### Exercise brief
Below are the records; copy each line in which "Dodge" can be found.

### Information supplied
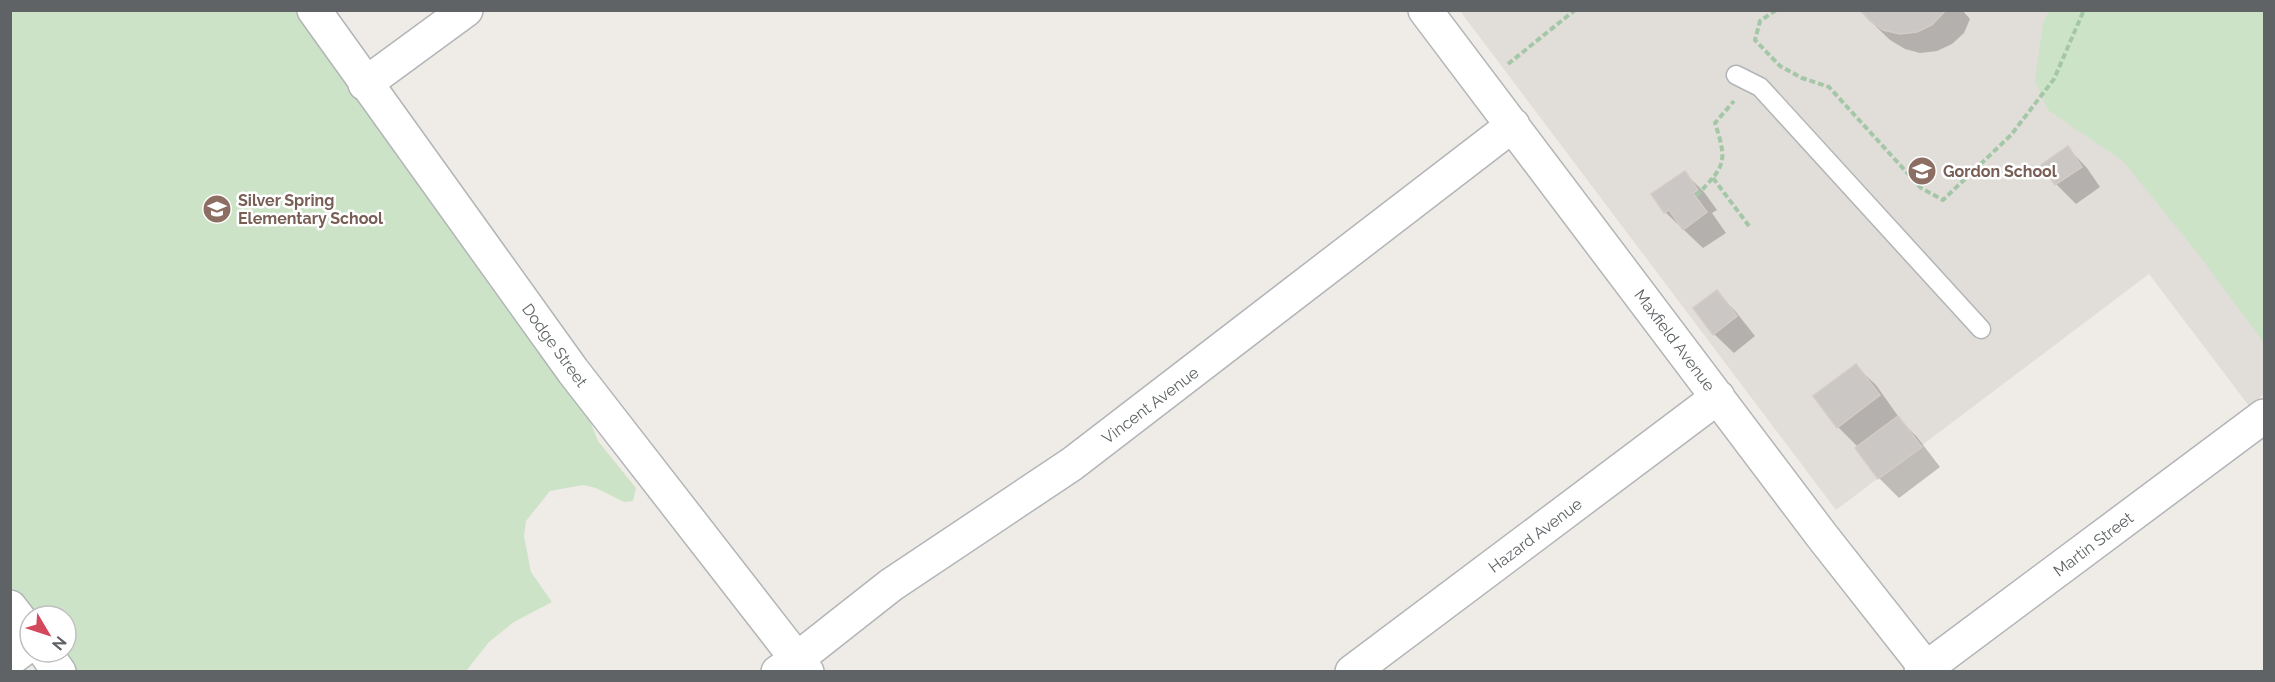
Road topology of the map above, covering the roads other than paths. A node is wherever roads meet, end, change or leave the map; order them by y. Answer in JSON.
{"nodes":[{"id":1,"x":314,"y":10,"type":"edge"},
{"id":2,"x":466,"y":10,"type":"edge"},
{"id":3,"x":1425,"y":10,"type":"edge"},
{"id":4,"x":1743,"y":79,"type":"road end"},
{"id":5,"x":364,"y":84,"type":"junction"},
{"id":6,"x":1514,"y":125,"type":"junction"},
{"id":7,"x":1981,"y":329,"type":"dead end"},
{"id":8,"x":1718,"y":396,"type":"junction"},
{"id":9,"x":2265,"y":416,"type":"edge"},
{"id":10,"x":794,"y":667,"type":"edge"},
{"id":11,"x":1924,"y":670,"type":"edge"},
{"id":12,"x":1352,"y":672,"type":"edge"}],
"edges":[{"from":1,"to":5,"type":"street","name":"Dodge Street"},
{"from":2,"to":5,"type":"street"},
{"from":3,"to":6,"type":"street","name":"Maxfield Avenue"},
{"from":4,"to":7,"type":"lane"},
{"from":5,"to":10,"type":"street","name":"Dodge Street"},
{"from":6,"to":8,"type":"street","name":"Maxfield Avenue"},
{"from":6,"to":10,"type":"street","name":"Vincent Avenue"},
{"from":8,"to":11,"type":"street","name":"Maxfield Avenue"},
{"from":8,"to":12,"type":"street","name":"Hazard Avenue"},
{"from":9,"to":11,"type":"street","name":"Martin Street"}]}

--

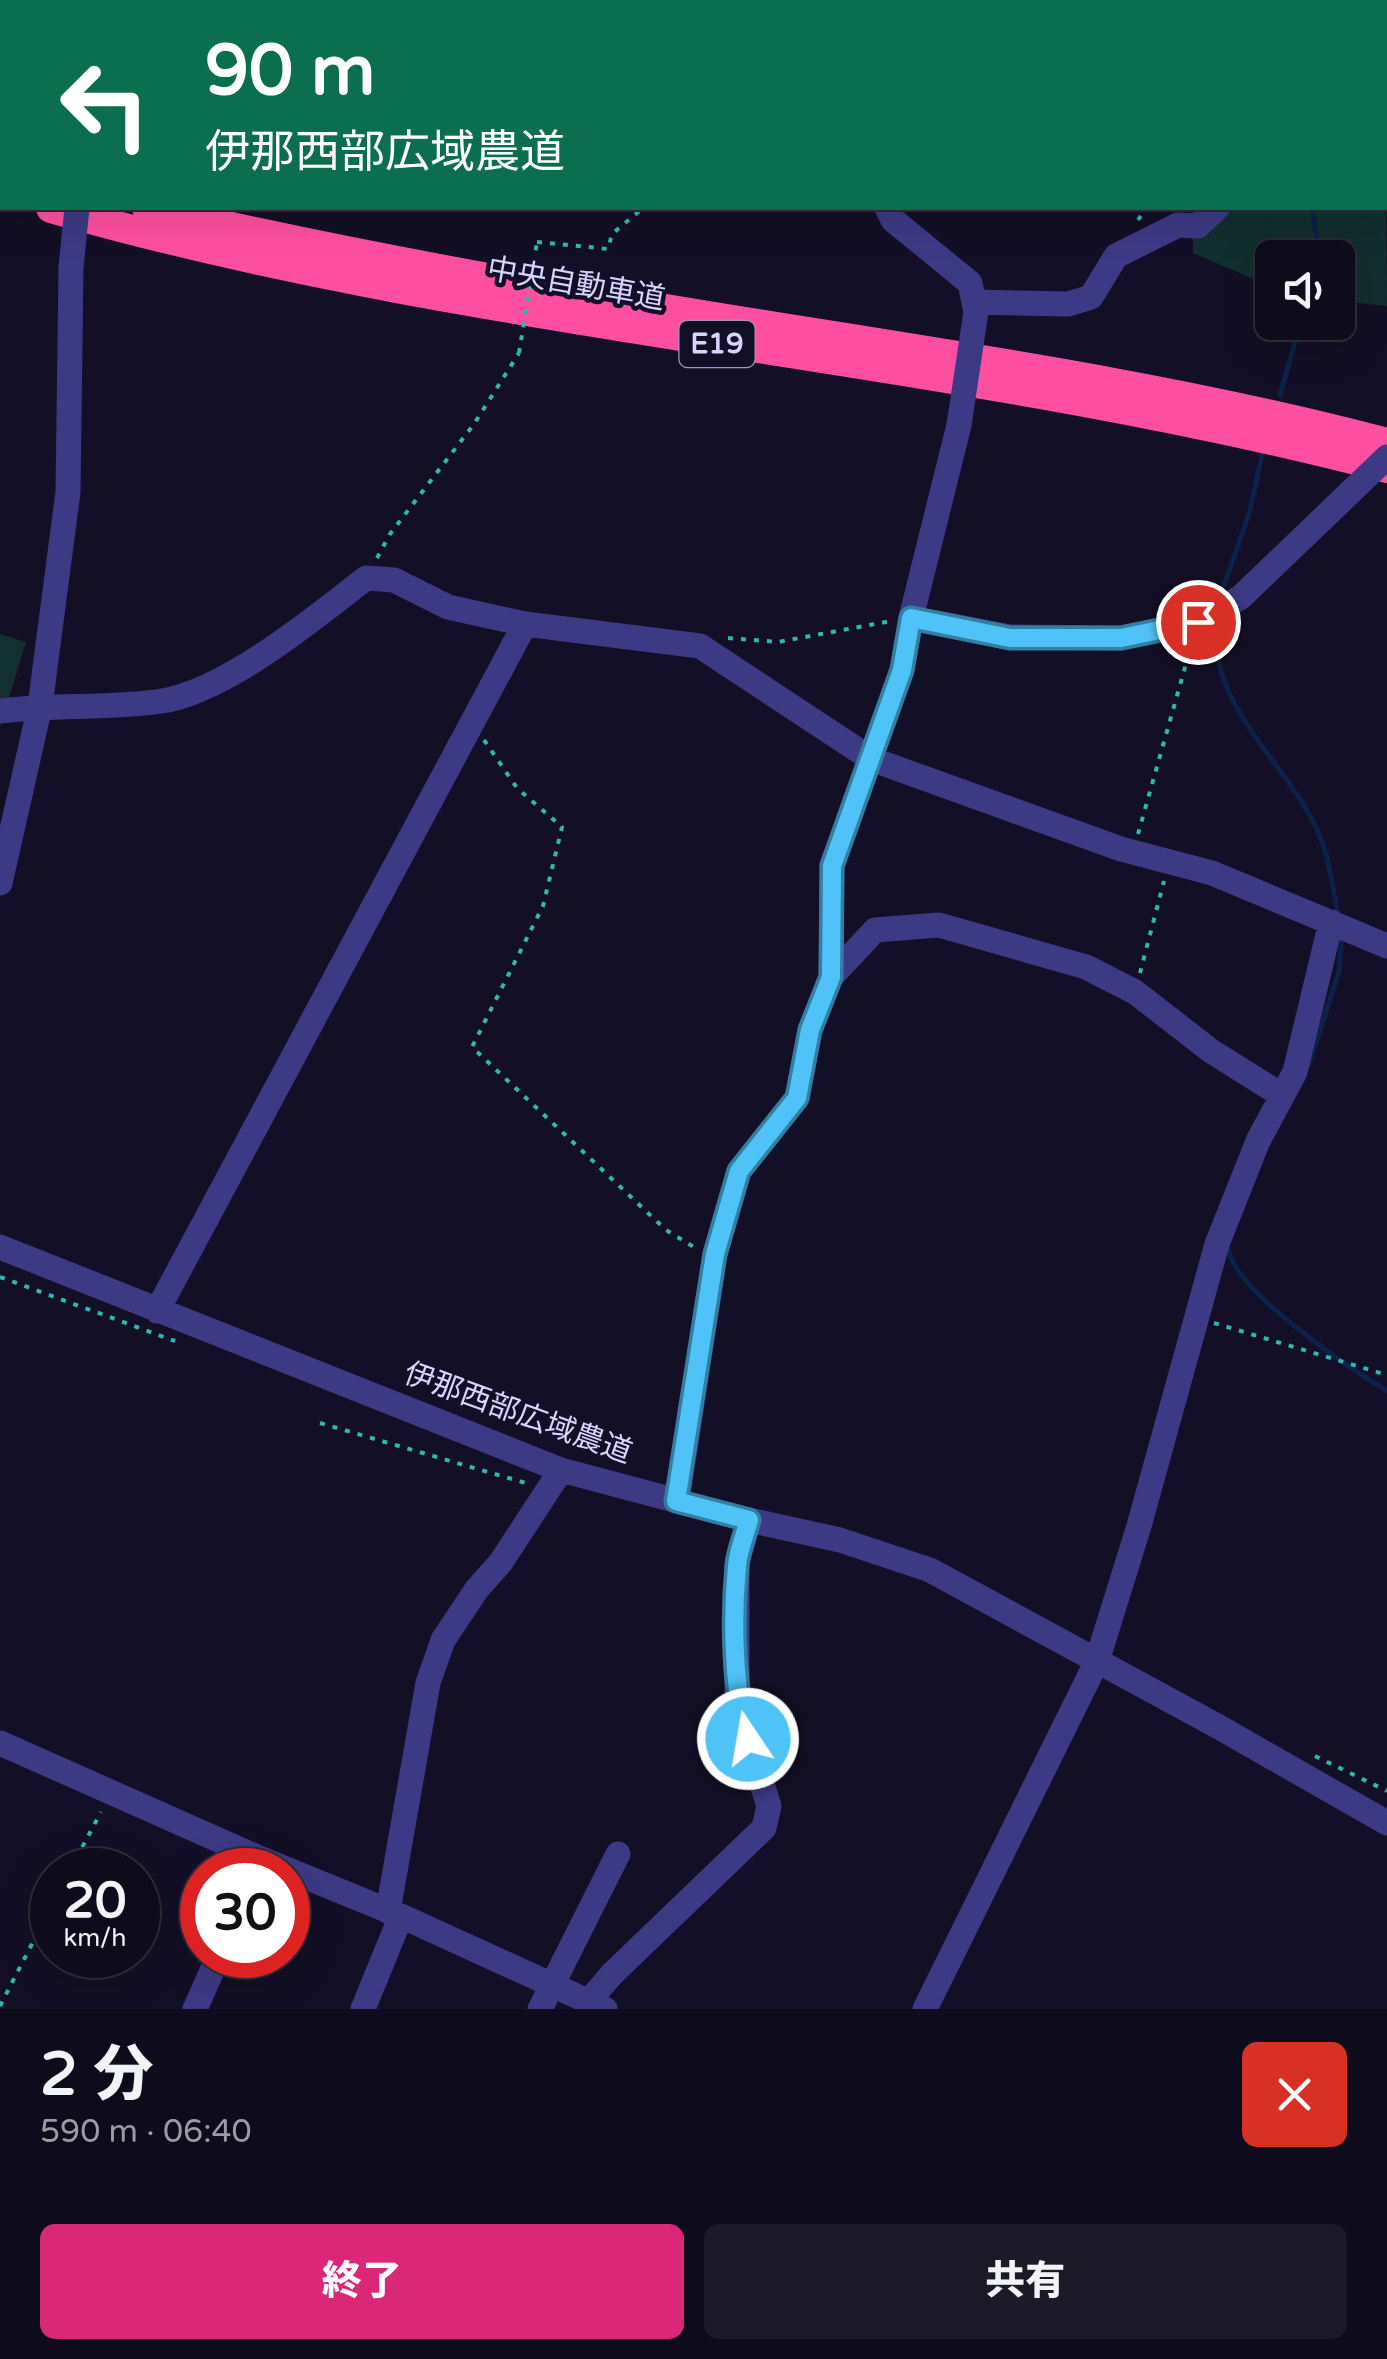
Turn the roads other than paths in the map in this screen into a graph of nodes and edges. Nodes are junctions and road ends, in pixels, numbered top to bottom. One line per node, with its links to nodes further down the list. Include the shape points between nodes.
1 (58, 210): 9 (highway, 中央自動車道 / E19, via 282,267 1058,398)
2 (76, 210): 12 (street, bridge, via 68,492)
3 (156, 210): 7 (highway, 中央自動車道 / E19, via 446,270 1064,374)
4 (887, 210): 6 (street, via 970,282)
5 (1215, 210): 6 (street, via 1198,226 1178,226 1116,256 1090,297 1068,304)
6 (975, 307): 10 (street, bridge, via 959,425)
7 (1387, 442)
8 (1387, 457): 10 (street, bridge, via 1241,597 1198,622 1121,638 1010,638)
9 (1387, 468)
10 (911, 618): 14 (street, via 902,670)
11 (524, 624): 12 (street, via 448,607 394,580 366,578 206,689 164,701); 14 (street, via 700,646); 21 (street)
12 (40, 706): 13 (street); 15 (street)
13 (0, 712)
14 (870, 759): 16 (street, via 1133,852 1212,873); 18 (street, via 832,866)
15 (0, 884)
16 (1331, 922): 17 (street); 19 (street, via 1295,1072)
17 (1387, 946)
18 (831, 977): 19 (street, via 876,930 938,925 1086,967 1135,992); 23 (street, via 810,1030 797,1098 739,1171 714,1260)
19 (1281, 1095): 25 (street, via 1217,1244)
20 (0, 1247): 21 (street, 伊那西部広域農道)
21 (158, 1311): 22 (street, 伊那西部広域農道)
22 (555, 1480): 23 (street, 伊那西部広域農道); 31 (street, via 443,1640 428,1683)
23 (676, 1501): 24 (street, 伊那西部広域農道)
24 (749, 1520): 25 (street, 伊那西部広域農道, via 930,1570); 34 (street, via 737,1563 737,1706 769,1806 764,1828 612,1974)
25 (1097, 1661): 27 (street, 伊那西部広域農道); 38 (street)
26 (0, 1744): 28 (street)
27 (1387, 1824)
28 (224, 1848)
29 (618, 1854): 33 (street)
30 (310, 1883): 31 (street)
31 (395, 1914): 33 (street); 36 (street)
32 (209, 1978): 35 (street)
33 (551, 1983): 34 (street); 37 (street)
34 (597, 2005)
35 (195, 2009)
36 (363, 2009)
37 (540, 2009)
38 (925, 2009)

### Exercise response
"edges":[{"from":1,"to":5,"type":"street","name":"Dodge Street"},
{"from":5,"to":10,"type":"street","name":"Dodge Street"},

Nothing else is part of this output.